(Saved entries)
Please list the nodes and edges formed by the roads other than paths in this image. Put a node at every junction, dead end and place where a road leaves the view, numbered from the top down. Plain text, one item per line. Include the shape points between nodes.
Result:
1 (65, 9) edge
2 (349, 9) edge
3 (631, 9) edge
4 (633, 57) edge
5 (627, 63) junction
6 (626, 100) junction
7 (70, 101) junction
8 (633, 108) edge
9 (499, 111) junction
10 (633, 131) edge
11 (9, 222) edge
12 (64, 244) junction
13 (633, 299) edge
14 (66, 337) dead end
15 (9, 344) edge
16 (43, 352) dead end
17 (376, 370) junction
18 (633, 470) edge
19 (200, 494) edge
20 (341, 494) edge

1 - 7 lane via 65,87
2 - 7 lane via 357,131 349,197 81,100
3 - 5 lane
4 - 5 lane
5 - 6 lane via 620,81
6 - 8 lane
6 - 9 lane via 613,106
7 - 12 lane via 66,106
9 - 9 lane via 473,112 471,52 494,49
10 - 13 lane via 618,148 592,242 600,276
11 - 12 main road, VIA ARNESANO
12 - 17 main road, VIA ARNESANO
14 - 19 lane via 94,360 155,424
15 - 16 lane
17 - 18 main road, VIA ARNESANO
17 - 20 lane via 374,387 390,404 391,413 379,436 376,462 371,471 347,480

- [What is being asked] The data given above must be transcribed exactly and completely.

- [Task answer]
Please list the nodes and edges formed by the roads other than paths in this image. Put a node at every junction, dead end and place where a road leaves the view, numbered from the top down. Plain text, one item per line. Include the shape points between nodes.
Result:
1 (65, 9) edge
2 (349, 9) edge
3 (631, 9) edge
4 (633, 57) edge
5 (627, 63) junction
6 (626, 100) junction
7 (70, 101) junction
8 (633, 108) edge
9 (499, 111) junction
10 (633, 131) edge
11 (9, 222) edge
12 (64, 244) junction
13 (633, 299) edge
14 (66, 337) dead end
15 (9, 344) edge
16 (43, 352) dead end
17 (376, 370) junction
18 (633, 470) edge
19 (200, 494) edge
20 (341, 494) edge

1 - 7 lane via 65,87
2 - 7 lane via 357,131 349,197 81,100
3 - 5 lane
4 - 5 lane
5 - 6 lane via 620,81
6 - 8 lane
6 - 9 lane via 613,106
7 - 12 lane via 66,106
9 - 9 lane via 473,112 471,52 494,49
10 - 13 lane via 618,148 592,242 600,276
11 - 12 main road, VIA ARNESANO
12 - 17 main road, VIA ARNESANO
14 - 19 lane via 94,360 155,424
15 - 16 lane
17 - 18 main road, VIA ARNESANO
17 - 20 lane via 374,387 390,404 391,413 379,436 376,462 371,471 347,480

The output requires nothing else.